Creative Commons Licence

6 licence types (in order from the least to the most restrictive):

  1. CC BY (Attribution)
  2. CC BY-SA (Attribution-Share-Alike)
  3. CC BY-ND (Attribution-No-Derivatives)
  4. CC BY-NC (Attribution-Non-Commercial)
  5. CC BY-NC-SA (Attribution-Non Commercial-Share Alike)
  6. CC BY-NC-ND (Attribution-Non Commercial-Share Alike-No Derivatives)

The following descriptions of licences is from the Creative Commons page (https://creativecommons.org/licenses/).

  1. CC BY – This licence lets others distribute, remix, tweak, and build upon an author’s work, even commercially, as long as they credit the author for an original creation.
  2. CC BY-SA – This licence lets others remix, tweak, and build upon an author’s work even for commercial purposes, as long as they credit the author and licence their new creations under the identical terms.
  3. CC BY-ND – This licence lets others reuse the work for any purpose, including commercially; however, it cannot be shared with others in adapted form, and credit must be provided to the author.
  4. CC BY-NC – This licence lets others remix, tweak, and build upon an author’s work non-commercially, and although their new works must also acknowledge the author and be non-commercial, they don’t have to licence their derivative works on the same terms.
  5. CC BY-NC-SA – This licence lets others remix, tweak, and build upon an author’s work non-commercially, as long as they credit the author and licence their new creations under the identical terms.
  6. CC BY-NC-ND – This licence only allows others to download an author’s works and share them with others as long as they credit the author, but they can’t change them in any way or use them commercially.

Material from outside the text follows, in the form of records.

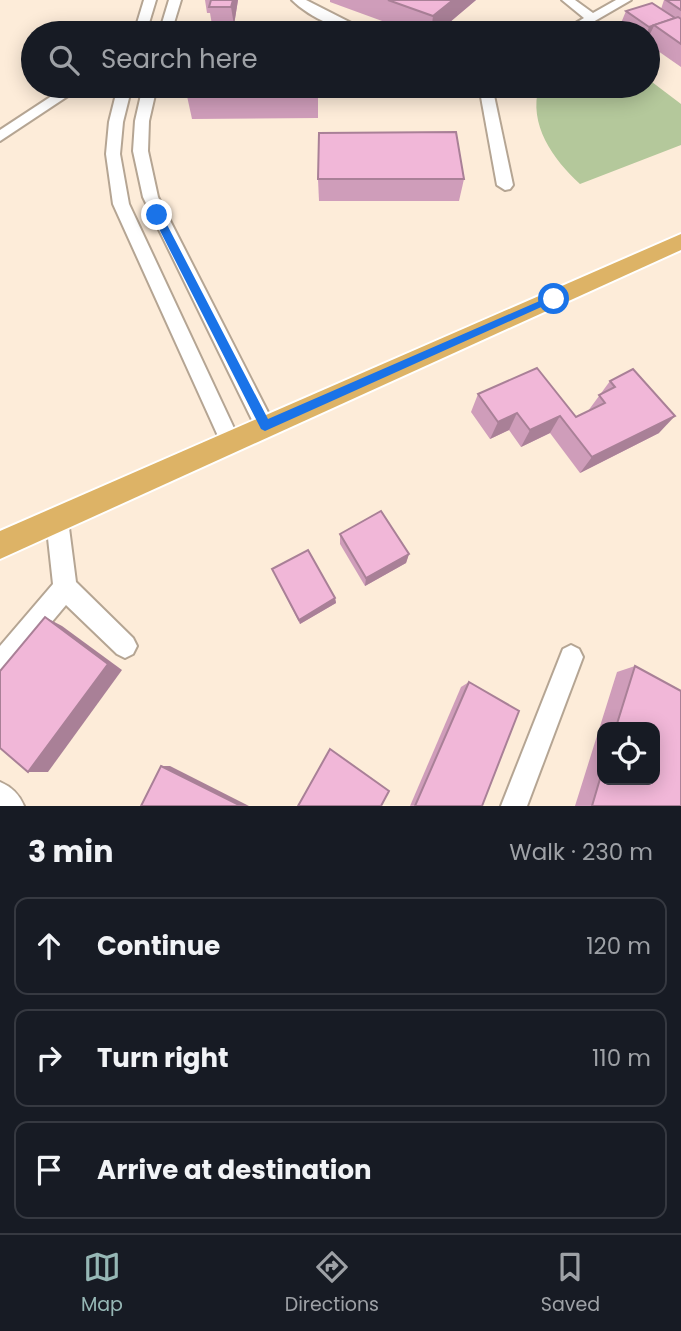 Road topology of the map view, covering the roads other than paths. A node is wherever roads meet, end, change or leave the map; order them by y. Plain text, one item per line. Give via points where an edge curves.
1 (150, 0) edge
2 (175, 0) edge
3 (298, 0) edge
4 (568, 0) edge
5 (625, 0) edge
6 (593, 19) junction
7 (144, 21) edge
8 (169, 21) edge
9 (338, 21) edge
10 (589, 21) edge
11 (58, 98) edge
12 (122, 98) edge
13 (147, 98) edge
14 (487, 98) edge
15 (0, 136) edge
16 (505, 184) dead end
17 (681, 241) edge
18 (265, 426) junction
19 (230, 441) junction
20 (57, 520) junction
21 (0, 536) edge
22 (0, 545) edge
23 (0, 559) edge
24 (65, 588) junction
25 (125, 646) dead end
26 (571, 657) dead end
27 (0, 664) edge
28 (0, 795) edge
29 (11, 806) edge
30 (514, 806) edge

1 - 7 street
2 - 8 street
3 - 9 street
4 - 6 street
5 - 6 street
6 - 10 street
11 - 15 street
12 - 19 street via 112,142 117,195
13 - 18 street via 139,136 146,189
14 - 16 street
17 - 18 main road
18 - 19 main road
19 - 20 main road
20 - 21 main road
20 - 22 main road
20 - 23 main road
20 - 24 street
24 - 25 street
24 - 27 street
26 - 30 street
28 - 29 street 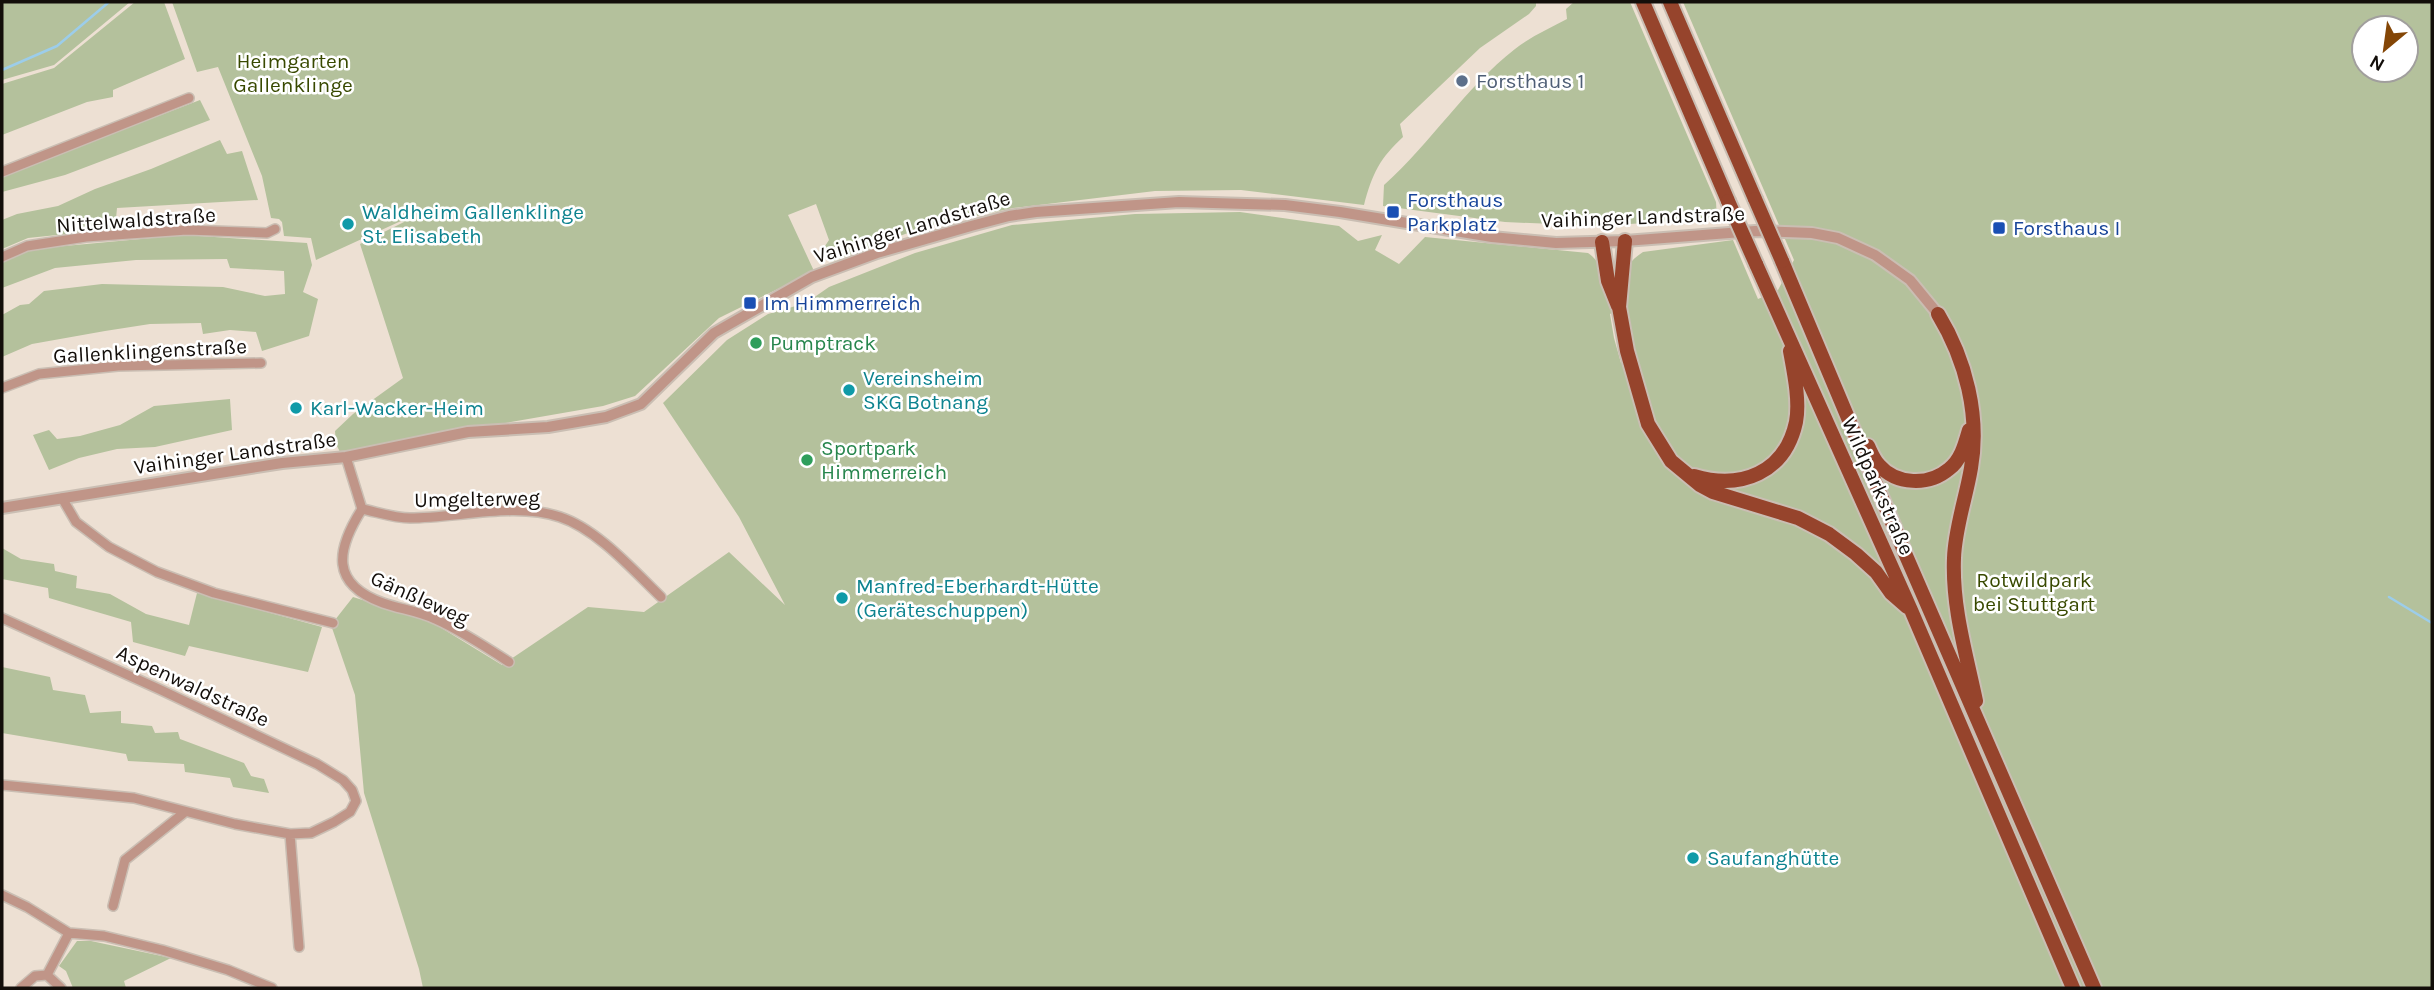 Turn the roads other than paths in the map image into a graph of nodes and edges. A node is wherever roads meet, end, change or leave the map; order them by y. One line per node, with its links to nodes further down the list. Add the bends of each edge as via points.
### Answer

More detail about each of these types and the extent of conditions is to be found at https://creativecommons.org/licenses/

The University recommends use of CC BY-SA as a form of licence, given the growing openness of education. Course writers have freedom to determine which licensing regime suits the type of material produced. The copyright officer may assist authors decide which regime suits. A suitable reference to the regime should be shown on the copyright page of journals or at the beginning of articles or at the end with acknowledgements of an artistic work.

An example is shown below:

“©2019 The University of the South Pacific except where otherwise noted. This publication is licenced under terms of Creative Commons Attribution – CC BY SA Attribution, Share Alike 4.0. International Licence: https://creativecommons.org/licenses/by-sa/4.0“.

Copyleft

This licence relates to computer software, art, scientific discoveries and instruments in medicine. It offers a right to freely distribute copies and modified versions of a work but with the limitation that the same rights should be preserved in derivative works created later. Any adaptations are also bound by the same licensing agreement.

GNU General Public Licence (GPL) was the first software copyleft licence. The information necessary for reproducing and modifying the work, the licence terms are to be found in the source code.